== WHAT IS EXPECTED ==
Give back all the data below exactly as it is shown.

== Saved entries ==
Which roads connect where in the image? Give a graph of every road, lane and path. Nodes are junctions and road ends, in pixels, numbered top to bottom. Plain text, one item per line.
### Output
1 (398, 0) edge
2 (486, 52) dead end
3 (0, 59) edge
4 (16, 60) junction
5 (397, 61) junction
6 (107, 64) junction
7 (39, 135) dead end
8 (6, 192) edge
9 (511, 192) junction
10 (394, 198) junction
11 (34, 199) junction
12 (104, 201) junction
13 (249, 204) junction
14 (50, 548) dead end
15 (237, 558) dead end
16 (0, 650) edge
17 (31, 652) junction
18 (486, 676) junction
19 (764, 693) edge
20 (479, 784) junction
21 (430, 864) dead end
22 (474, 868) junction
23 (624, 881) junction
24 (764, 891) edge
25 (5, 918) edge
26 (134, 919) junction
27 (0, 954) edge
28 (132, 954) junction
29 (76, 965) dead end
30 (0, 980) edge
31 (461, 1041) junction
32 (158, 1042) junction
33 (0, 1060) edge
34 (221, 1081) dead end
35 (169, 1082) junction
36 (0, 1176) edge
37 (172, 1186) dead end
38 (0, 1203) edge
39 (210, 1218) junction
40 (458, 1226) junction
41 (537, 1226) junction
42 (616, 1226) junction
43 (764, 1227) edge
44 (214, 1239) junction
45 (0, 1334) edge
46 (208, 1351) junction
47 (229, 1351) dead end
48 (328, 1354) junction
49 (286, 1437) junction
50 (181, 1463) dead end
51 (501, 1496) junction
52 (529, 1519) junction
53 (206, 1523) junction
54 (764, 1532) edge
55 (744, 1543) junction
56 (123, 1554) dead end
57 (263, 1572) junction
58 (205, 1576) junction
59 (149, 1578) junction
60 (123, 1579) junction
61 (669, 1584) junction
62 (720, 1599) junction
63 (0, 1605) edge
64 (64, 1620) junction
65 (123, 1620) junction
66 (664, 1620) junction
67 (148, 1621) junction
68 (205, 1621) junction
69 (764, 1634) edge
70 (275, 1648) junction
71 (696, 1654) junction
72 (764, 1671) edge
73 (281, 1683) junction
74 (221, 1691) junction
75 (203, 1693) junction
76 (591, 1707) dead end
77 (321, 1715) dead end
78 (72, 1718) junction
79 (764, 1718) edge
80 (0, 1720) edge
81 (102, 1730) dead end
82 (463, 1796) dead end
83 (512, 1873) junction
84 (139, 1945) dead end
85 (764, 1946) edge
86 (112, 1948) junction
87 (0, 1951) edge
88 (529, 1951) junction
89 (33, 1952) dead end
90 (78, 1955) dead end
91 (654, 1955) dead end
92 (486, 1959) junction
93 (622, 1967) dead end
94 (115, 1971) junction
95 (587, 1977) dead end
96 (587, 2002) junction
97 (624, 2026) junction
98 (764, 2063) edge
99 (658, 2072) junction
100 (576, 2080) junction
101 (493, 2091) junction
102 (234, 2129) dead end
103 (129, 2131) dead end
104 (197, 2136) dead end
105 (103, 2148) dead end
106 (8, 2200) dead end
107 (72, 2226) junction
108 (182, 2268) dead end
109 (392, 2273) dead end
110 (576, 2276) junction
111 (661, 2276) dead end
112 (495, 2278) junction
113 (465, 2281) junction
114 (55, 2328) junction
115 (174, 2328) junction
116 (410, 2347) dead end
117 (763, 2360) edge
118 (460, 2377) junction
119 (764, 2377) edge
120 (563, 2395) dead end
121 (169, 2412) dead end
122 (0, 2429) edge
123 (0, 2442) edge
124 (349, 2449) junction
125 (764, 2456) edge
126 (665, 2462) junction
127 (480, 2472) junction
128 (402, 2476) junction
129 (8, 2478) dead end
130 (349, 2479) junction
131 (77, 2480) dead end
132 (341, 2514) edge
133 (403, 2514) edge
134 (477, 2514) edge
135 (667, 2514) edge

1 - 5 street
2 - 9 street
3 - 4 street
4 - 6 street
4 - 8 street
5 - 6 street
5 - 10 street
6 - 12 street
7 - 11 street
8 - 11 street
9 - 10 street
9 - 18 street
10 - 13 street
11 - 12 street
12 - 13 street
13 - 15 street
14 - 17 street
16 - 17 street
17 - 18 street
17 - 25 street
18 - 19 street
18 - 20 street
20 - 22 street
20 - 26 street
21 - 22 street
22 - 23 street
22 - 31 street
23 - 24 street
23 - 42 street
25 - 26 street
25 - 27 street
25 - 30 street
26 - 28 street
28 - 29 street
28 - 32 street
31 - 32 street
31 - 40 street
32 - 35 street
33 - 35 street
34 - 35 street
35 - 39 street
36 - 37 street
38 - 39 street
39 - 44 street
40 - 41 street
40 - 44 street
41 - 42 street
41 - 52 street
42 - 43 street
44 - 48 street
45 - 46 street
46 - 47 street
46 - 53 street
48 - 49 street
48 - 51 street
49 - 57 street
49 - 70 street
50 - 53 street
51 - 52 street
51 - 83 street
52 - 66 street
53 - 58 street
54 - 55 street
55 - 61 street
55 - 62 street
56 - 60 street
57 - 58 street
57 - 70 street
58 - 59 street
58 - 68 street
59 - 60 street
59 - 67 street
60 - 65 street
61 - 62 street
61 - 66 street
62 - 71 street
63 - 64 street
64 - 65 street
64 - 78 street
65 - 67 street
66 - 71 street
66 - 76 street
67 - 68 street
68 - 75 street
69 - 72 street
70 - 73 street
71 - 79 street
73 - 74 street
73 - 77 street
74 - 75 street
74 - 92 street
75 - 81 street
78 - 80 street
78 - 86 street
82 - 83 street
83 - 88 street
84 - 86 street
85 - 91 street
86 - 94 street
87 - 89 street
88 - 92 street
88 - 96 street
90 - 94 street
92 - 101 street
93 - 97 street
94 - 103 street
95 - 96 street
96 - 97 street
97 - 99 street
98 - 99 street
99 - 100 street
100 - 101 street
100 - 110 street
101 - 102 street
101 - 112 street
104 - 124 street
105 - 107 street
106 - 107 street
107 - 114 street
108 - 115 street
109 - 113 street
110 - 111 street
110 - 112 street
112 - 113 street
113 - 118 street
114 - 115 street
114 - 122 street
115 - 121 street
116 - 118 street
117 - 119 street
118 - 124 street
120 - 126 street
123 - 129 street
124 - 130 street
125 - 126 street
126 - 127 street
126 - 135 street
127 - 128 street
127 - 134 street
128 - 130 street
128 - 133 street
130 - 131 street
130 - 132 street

== SOLUTION FOR THIS TASK ==
Which roads connect where in the image? Give a graph of every road, lane and path. Nodes are junctions and road ends, in pixels, numbered top to bottom. Plain text, one item per line.
### Output
1 (398, 0) edge
2 (486, 52) dead end
3 (0, 59) edge
4 (16, 60) junction
5 (397, 61) junction
6 (107, 64) junction
7 (39, 135) dead end
8 (6, 192) edge
9 (511, 192) junction
10 (394, 198) junction
11 (34, 199) junction
12 (104, 201) junction
13 (249, 204) junction
14 (50, 548) dead end
15 (237, 558) dead end
16 (0, 650) edge
17 (31, 652) junction
18 (486, 676) junction
19 (764, 693) edge
20 (479, 784) junction
21 (430, 864) dead end
22 (474, 868) junction
23 (624, 881) junction
24 (764, 891) edge
25 (5, 918) edge
26 (134, 919) junction
27 (0, 954) edge
28 (132, 954) junction
29 (76, 965) dead end
30 (0, 980) edge
31 (461, 1041) junction
32 (158, 1042) junction
33 (0, 1060) edge
34 (221, 1081) dead end
35 (169, 1082) junction
36 (0, 1176) edge
37 (172, 1186) dead end
38 (0, 1203) edge
39 (210, 1218) junction
40 (458, 1226) junction
41 (537, 1226) junction
42 (616, 1226) junction
43 (764, 1227) edge
44 (214, 1239) junction
45 (0, 1334) edge
46 (208, 1351) junction
47 (229, 1351) dead end
48 (328, 1354) junction
49 (286, 1437) junction
50 (181, 1463) dead end
51 (501, 1496) junction
52 (529, 1519) junction
53 (206, 1523) junction
54 (764, 1532) edge
55 (744, 1543) junction
56 (123, 1554) dead end
57 (263, 1572) junction
58 (205, 1576) junction
59 (149, 1578) junction
60 (123, 1579) junction
61 (669, 1584) junction
62 (720, 1599) junction
63 (0, 1605) edge
64 (64, 1620) junction
65 (123, 1620) junction
66 (664, 1620) junction
67 (148, 1621) junction
68 (205, 1621) junction
69 (764, 1634) edge
70 (275, 1648) junction
71 (696, 1654) junction
72 (764, 1671) edge
73 (281, 1683) junction
74 (221, 1691) junction
75 (203, 1693) junction
76 (591, 1707) dead end
77 (321, 1715) dead end
78 (72, 1718) junction
79 (764, 1718) edge
80 (0, 1720) edge
81 (102, 1730) dead end
82 (463, 1796) dead end
83 (512, 1873) junction
84 (139, 1945) dead end
85 (764, 1946) edge
86 (112, 1948) junction
87 (0, 1951) edge
88 (529, 1951) junction
89 (33, 1952) dead end
90 (78, 1955) dead end
91 (654, 1955) dead end
92 (486, 1959) junction
93 (622, 1967) dead end
94 (115, 1971) junction
95 (587, 1977) dead end
96 (587, 2002) junction
97 (624, 2026) junction
98 (764, 2063) edge
99 (658, 2072) junction
100 (576, 2080) junction
101 (493, 2091) junction
102 (234, 2129) dead end
103 (129, 2131) dead end
104 (197, 2136) dead end
105 (103, 2148) dead end
106 (8, 2200) dead end
107 (72, 2226) junction
108 (182, 2268) dead end
109 (392, 2273) dead end
110 (576, 2276) junction
111 (661, 2276) dead end
112 (495, 2278) junction
113 (465, 2281) junction
114 (55, 2328) junction
115 (174, 2328) junction
116 (410, 2347) dead end
117 (763, 2360) edge
118 (460, 2377) junction
119 (764, 2377) edge
120 (563, 2395) dead end
121 (169, 2412) dead end
122 (0, 2429) edge
123 (0, 2442) edge
124 (349, 2449) junction
125 (764, 2456) edge
126 (665, 2462) junction
127 (480, 2472) junction
128 (402, 2476) junction
129 (8, 2478) dead end
130 (349, 2479) junction
131 (77, 2480) dead end
132 (341, 2514) edge
133 (403, 2514) edge
134 (477, 2514) edge
135 (667, 2514) edge

1 - 5 street
2 - 9 street
3 - 4 street
4 - 6 street
4 - 8 street
5 - 6 street
5 - 10 street
6 - 12 street
7 - 11 street
8 - 11 street
9 - 10 street
9 - 18 street
10 - 13 street
11 - 12 street
12 - 13 street
13 - 15 street
14 - 17 street
16 - 17 street
17 - 18 street
17 - 25 street
18 - 19 street
18 - 20 street
20 - 22 street
20 - 26 street
21 - 22 street
22 - 23 street
22 - 31 street
23 - 24 street
23 - 42 street
25 - 26 street
25 - 27 street
25 - 30 street
26 - 28 street
28 - 29 street
28 - 32 street
31 - 32 street
31 - 40 street
32 - 35 street
33 - 35 street
34 - 35 street
35 - 39 street
36 - 37 street
38 - 39 street
39 - 44 street
40 - 41 street
40 - 44 street
41 - 42 street
41 - 52 street
42 - 43 street
44 - 48 street
45 - 46 street
46 - 47 street
46 - 53 street
48 - 49 street
48 - 51 street
49 - 57 street
49 - 70 street
50 - 53 street
51 - 52 street
51 - 83 street
52 - 66 street
53 - 58 street
54 - 55 street
55 - 61 street
55 - 62 street
56 - 60 street
57 - 58 street
57 - 70 street
58 - 59 street
58 - 68 street
59 - 60 street
59 - 67 street
60 - 65 street
61 - 62 street
61 - 66 street
62 - 71 street
63 - 64 street
64 - 65 street
64 - 78 street
65 - 67 street
66 - 71 street
66 - 76 street
67 - 68 street
68 - 75 street
69 - 72 street
70 - 73 street
71 - 79 street
73 - 74 street
73 - 77 street
74 - 75 street
74 - 92 street
75 - 81 street
78 - 80 street
78 - 86 street
82 - 83 street
83 - 88 street
84 - 86 street
85 - 91 street
86 - 94 street
87 - 89 street
88 - 92 street
88 - 96 street
90 - 94 street
92 - 101 street
93 - 97 street
94 - 103 street
95 - 96 street
96 - 97 street
97 - 99 street
98 - 99 street
99 - 100 street
100 - 101 street
100 - 110 street
101 - 102 street
101 - 112 street
104 - 124 street
105 - 107 street
106 - 107 street
107 - 114 street
108 - 115 street
109 - 113 street
110 - 111 street
110 - 112 street
112 - 113 street
113 - 118 street
114 - 115 street
114 - 122 street
115 - 121 street
116 - 118 street
117 - 119 street
118 - 124 street
120 - 126 street
123 - 129 street
124 - 130 street
125 - 126 street
126 - 127 street
126 - 135 street
127 - 128 street
127 - 134 street
128 - 130 street
128 - 133 street
130 - 131 street
130 - 132 street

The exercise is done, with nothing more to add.